● What is needed
Give the records again in full, exactly as they appear, but without the pictures.

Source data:
☆ ☆ ☆ ☆ ☆

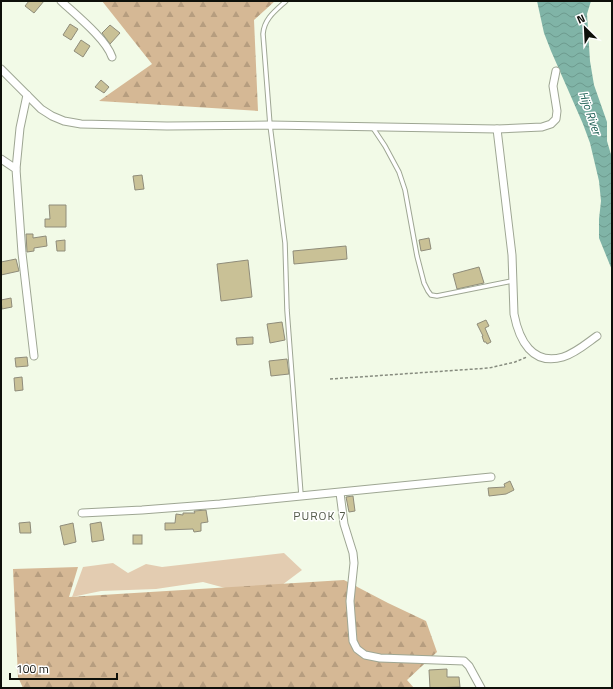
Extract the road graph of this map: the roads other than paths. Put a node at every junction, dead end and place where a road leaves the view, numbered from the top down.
1 (61, 1) edge
2 (286, 1) edge
3 (112, 57) dead end
4 (1, 69) edge
5 (556, 71) dead end
6 (27, 95) junction
7 (270, 125) junction
8 (373, 128) junction
9 (497, 129) junction
10 (1, 159) edge
11 (16, 169) junction
12 (512, 281) junction
13 (597, 336) dead end
14 (34, 356) dead end
15 (492, 477) dead end
16 (340, 493) junction
17 (301, 495) junction
18 (82, 513) dead end
19 (481, 688) edge

1 - 3 street
2 - 7 lane
4 - 6 street
5 - 9 street
6 - 7 street
6 - 11 street
7 - 8 street
7 - 17 lane
8 - 9 street
8 - 12 lane
9 - 12 street
10 - 11 street
11 - 14 street
12 - 13 street
15 - 16 street
16 - 17 street
16 - 19 street
17 - 18 street

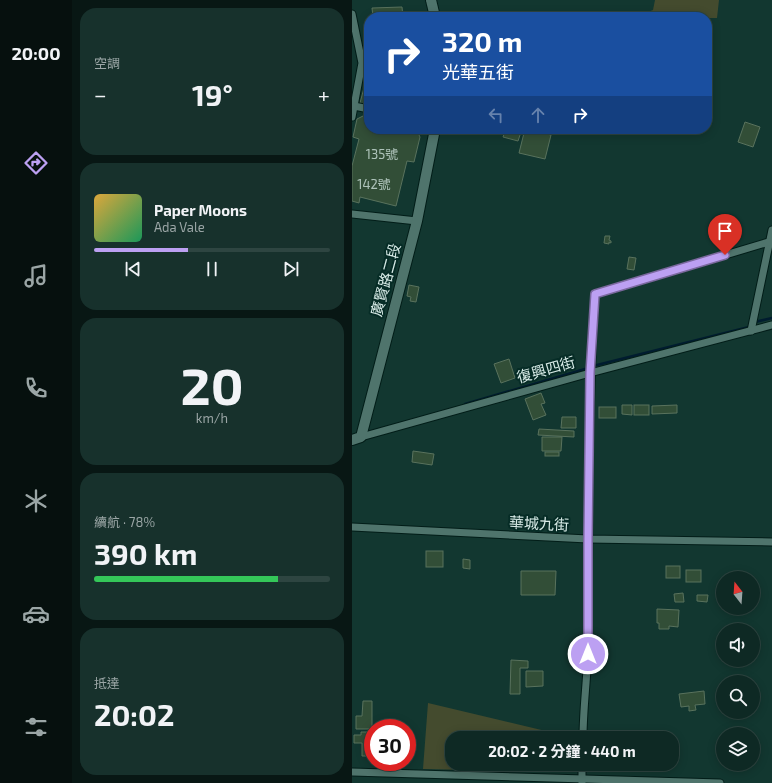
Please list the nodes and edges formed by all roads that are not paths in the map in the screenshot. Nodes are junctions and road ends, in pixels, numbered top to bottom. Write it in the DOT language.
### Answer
graph roads {
  1 [pos="431,0"];
  2 [pos="434,12"];
  3 [pos="352,14"];
  4 [pos="354,106"];
  5 [pos="364,108"];
  6 [pos="352,117"];
  7 [pos="434,134"];
  8 [pos="352,214"];
  9 [pos="417,220"];
  10 [pos="772,230"];
  11 [pos="770,242"];
  12 [pos="772,325"];
  13 [pos="751,331"];
  14 [pos="590,373"];
  15 [pos="356,439"];
  16 [pos="352,527"];
  17 [pos="588,539"];
  18 [pos="772,542"];
  19 [pos="583,731"];
  20 [pos="352,772"];
  21 [pos="582,781"];
  22 [pos="720,783"];
  1 -- 2 [label="street"];
  3 -- 4 [label="street"];
  4 -- 5 [label="street"];
  4 -- 6 [label="street"];
  7 -- 9 [label="street, 廣賢路二段"];
  8 -- 9 [label="street"];
  9 -- 15 [label="street, 廣賢路二段"];
  10 -- 11 [label="street"];
  11 -- 13 [label="street"];
  11 -- 14 [label="street"];
  12 -- 13 [label="street, 復興四街"];
  13 -- 14 [label="street, 復興四街"];
  14 -- 15 [label="street, 復興四街"];
  14 -- 17 [label="street"];
  16 -- 17 [label="street, 華城九街"];
  17 -- 18 [label="street, 華城九街"];
  17 -- 19 [label="street"];
  20 -- 21 [label="street"];
  21 -- 22 [label="street"];
}
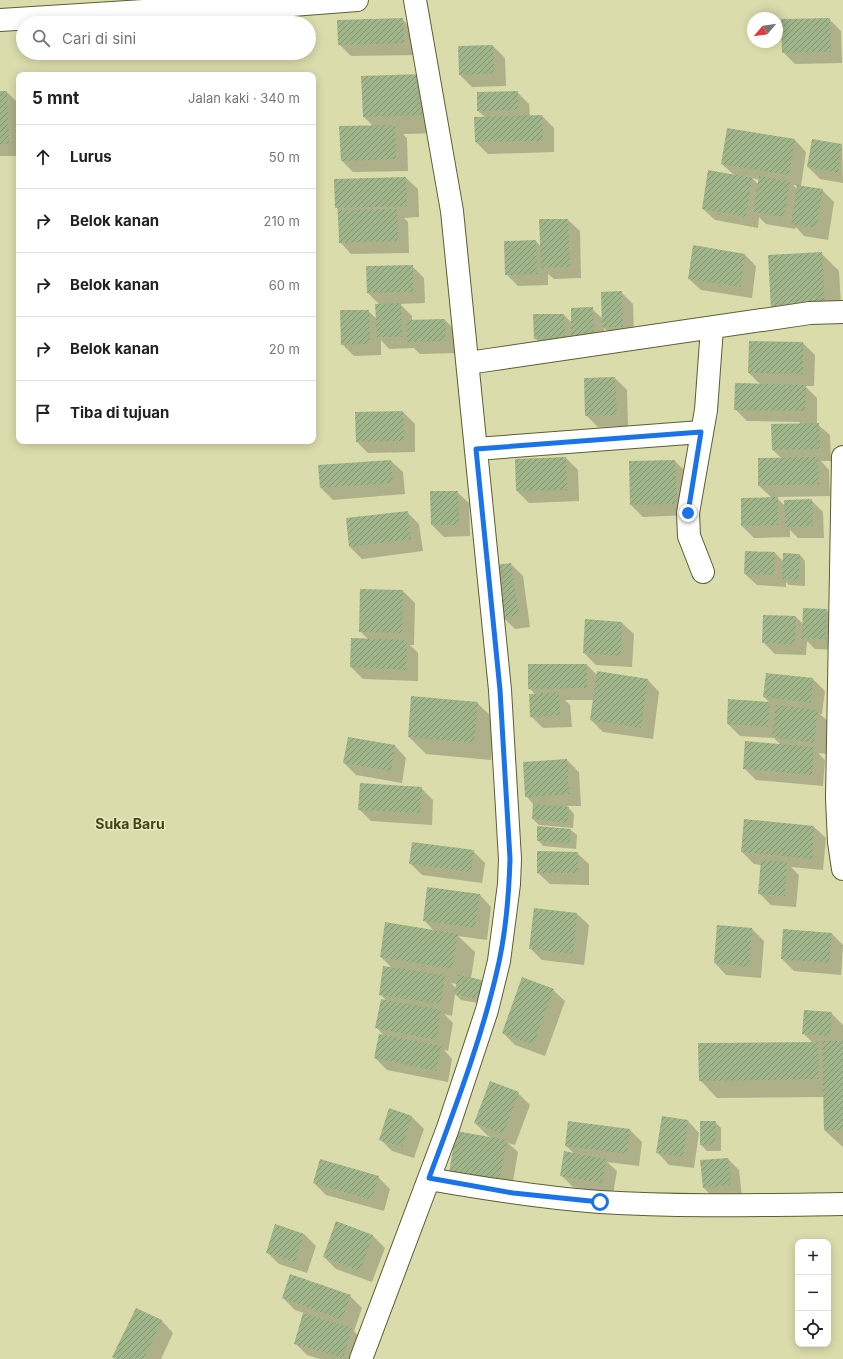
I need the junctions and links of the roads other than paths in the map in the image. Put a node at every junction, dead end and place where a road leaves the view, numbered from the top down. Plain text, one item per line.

☆ ☆ ☆ ☆ ☆

● Your solution
Extract the road graph of this map: the roads other than paths. Put a node at every junction, dead end and place where a road leaves the view, numbered from the top down.
1 (61, 1) edge
2 (286, 1) edge
3 (112, 57) dead end
4 (1, 69) edge
5 (556, 71) dead end
6 (27, 95) junction
7 (270, 125) junction
8 (373, 128) junction
9 (497, 129) junction
10 (1, 159) edge
11 (16, 169) junction
12 (512, 281) junction
13 (597, 336) dead end
14 (34, 356) dead end
15 (492, 477) dead end
16 (340, 493) junction
17 (301, 495) junction
18 (82, 513) dead end
19 (481, 688) edge

1 - 3 street
2 - 7 lane
4 - 6 street
5 - 9 street
6 - 7 street
6 - 11 street
7 - 8 street
7 - 17 lane
8 - 9 street
8 - 12 lane
9 - 12 street
10 - 11 street
11 - 14 street
12 - 13 street
15 - 16 street
16 - 17 street
16 - 19 street
17 - 18 street

Please list the nodes and edges formed by all roads that are not paths in the map in the screenshot. Nodes are junctions and road ends, in pixels, numbered top to bottom. Write it in the DOT language.
### Answer
graph roads {
  1 [pos="431,0"];
  2 [pos="434,12"];
  3 [pos="352,14"];
  4 [pos="354,106"];
  5 [pos="364,108"];
  6 [pos="352,117"];
  7 [pos="434,134"];
  8 [pos="352,214"];
  9 [pos="417,220"];
  10 [pos="772,230"];
  11 [pos="770,242"];
  12 [pos="772,325"];
  13 [pos="751,331"];
  14 [pos="590,373"];
  15 [pos="356,439"];
  16 [pos="352,527"];
  17 [pos="588,539"];
  18 [pos="772,542"];
  19 [pos="583,731"];
  20 [pos="352,772"];
  21 [pos="582,781"];
  22 [pos="720,783"];
  1 -- 2 [label="street"];
  3 -- 4 [label="street"];
  4 -- 5 [label="street"];
  4 -- 6 [label="street"];
  7 -- 9 [label="street, 廣賢路二段"];
  8 -- 9 [label="street"];
  9 -- 15 [label="street, 廣賢路二段"];
  10 -- 11 [label="street"];
  11 -- 13 [label="street"];
  11 -- 14 [label="street"];
  12 -- 13 [label="street, 復興四街"];
  13 -- 14 [label="street, 復興四街"];
  14 -- 15 [label="street, 復興四街"];
  14 -- 17 [label="street"];
  16 -- 17 [label="street, 華城九街"];
  17 -- 18 [label="street, 華城九街"];
  17 -- 19 [label="street"];
  20 -- 21 [label="street"];
  21 -- 22 [label="street"];
}
I need the junctions and links of the roads other than paths in the map in the image. Put a node at every junction, dead end and place where a road leaves the view, numbered from the top down. Plain text, one item per line.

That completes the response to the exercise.